WORK TO COMPLETE ::
A faithful copy without images is required: write out all the records exactly.
:: RECORDS FOR PROCESSING
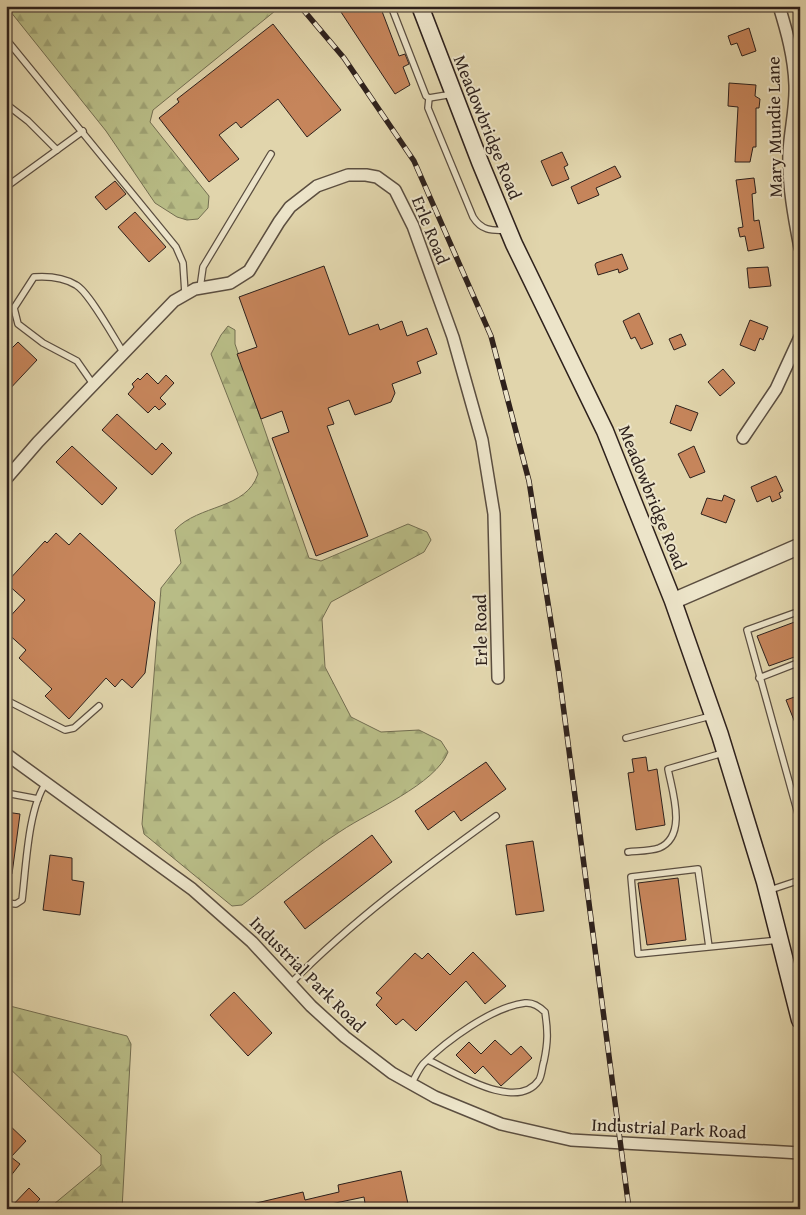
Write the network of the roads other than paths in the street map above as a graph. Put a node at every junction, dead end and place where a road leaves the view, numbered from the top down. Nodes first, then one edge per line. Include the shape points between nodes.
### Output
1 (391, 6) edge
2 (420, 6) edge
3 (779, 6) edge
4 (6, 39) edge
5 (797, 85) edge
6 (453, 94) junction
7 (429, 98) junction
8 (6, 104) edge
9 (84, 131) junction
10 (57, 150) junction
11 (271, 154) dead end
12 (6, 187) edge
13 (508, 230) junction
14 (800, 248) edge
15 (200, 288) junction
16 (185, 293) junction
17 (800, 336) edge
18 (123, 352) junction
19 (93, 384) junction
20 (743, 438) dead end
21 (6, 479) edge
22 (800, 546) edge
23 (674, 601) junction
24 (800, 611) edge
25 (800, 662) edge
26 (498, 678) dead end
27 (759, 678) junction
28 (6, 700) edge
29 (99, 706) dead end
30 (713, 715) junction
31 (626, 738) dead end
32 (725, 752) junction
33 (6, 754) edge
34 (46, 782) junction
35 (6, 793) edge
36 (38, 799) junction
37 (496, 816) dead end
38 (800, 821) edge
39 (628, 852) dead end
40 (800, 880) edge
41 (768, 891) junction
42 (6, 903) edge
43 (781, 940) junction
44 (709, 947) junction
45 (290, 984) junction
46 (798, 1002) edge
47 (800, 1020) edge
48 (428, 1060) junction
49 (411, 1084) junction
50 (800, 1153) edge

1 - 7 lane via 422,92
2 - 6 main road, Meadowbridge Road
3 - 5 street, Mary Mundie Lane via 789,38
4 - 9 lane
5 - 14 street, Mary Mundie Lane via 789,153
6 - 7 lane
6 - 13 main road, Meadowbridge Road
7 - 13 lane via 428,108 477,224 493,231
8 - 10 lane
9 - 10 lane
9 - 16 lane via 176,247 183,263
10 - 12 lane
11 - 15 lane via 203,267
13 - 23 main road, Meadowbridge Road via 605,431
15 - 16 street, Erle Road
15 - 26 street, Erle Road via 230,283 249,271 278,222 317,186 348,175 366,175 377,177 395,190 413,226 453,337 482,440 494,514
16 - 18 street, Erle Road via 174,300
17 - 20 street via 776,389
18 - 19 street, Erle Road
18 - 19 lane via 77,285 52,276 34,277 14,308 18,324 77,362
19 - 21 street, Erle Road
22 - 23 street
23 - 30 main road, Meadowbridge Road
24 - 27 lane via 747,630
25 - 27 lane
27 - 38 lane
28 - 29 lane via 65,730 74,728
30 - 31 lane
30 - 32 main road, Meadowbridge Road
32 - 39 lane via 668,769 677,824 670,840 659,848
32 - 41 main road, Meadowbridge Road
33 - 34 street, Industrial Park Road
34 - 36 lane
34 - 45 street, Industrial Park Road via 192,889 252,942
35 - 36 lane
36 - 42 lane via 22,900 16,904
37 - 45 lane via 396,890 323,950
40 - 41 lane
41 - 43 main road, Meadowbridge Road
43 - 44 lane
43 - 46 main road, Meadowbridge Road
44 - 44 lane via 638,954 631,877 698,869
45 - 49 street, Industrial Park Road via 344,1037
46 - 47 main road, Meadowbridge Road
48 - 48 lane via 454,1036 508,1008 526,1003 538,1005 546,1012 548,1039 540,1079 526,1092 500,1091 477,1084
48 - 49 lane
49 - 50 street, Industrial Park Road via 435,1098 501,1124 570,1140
::::
OUTPUT OF THE TASK ::
Write the network of the roads other than paths in the street map above as a graph. Put a node at every junction, dead end and place where a road leaves the view, numbered from the top down. Nodes first, then one edge per line. Include the shape points between nodes.
### Output
1 (391, 6) edge
2 (420, 6) edge
3 (779, 6) edge
4 (6, 39) edge
5 (797, 85) edge
6 (453, 94) junction
7 (429, 98) junction
8 (6, 104) edge
9 (84, 131) junction
10 (57, 150) junction
11 (271, 154) dead end
12 (6, 187) edge
13 (508, 230) junction
14 (800, 248) edge
15 (200, 288) junction
16 (185, 293) junction
17 (800, 336) edge
18 (123, 352) junction
19 (93, 384) junction
20 (743, 438) dead end
21 (6, 479) edge
22 (800, 546) edge
23 (674, 601) junction
24 (800, 611) edge
25 (800, 662) edge
26 (498, 678) dead end
27 (759, 678) junction
28 (6, 700) edge
29 (99, 706) dead end
30 (713, 715) junction
31 (626, 738) dead end
32 (725, 752) junction
33 (6, 754) edge
34 (46, 782) junction
35 (6, 793) edge
36 (38, 799) junction
37 (496, 816) dead end
38 (800, 821) edge
39 (628, 852) dead end
40 (800, 880) edge
41 (768, 891) junction
42 (6, 903) edge
43 (781, 940) junction
44 (709, 947) junction
45 (290, 984) junction
46 (798, 1002) edge
47 (800, 1020) edge
48 (428, 1060) junction
49 (411, 1084) junction
50 (800, 1153) edge

1 - 7 lane via 422,92
2 - 6 main road, Meadowbridge Road
3 - 5 street, Mary Mundie Lane via 789,38
4 - 9 lane
5 - 14 street, Mary Mundie Lane via 789,153
6 - 7 lane
6 - 13 main road, Meadowbridge Road
7 - 13 lane via 428,108 477,224 493,231
8 - 10 lane
9 - 10 lane
9 - 16 lane via 176,247 183,263
10 - 12 lane
11 - 15 lane via 203,267
13 - 23 main road, Meadowbridge Road via 605,431
15 - 16 street, Erle Road
15 - 26 street, Erle Road via 230,283 249,271 278,222 317,186 348,175 366,175 377,177 395,190 413,226 453,337 482,440 494,514
16 - 18 street, Erle Road via 174,300
17 - 20 street via 776,389
18 - 19 street, Erle Road
18 - 19 lane via 77,285 52,276 34,277 14,308 18,324 77,362
19 - 21 street, Erle Road
22 - 23 street
23 - 30 main road, Meadowbridge Road
24 - 27 lane via 747,630
25 - 27 lane
27 - 38 lane
28 - 29 lane via 65,730 74,728
30 - 31 lane
30 - 32 main road, Meadowbridge Road
32 - 39 lane via 668,769 677,824 670,840 659,848
32 - 41 main road, Meadowbridge Road
33 - 34 street, Industrial Park Road
34 - 36 lane
34 - 45 street, Industrial Park Road via 192,889 252,942
35 - 36 lane
36 - 42 lane via 22,900 16,904
37 - 45 lane via 396,890 323,950
40 - 41 lane
41 - 43 main road, Meadowbridge Road
43 - 44 lane
43 - 46 main road, Meadowbridge Road
44 - 44 lane via 638,954 631,877 698,869
45 - 49 street, Industrial Park Road via 344,1037
46 - 47 main road, Meadowbridge Road
48 - 48 lane via 454,1036 508,1008 526,1003 538,1005 546,1012 548,1039 540,1079 526,1092 500,1091 477,1084
48 - 49 lane
49 - 50 street, Industrial Park Road via 435,1098 501,1124 570,1140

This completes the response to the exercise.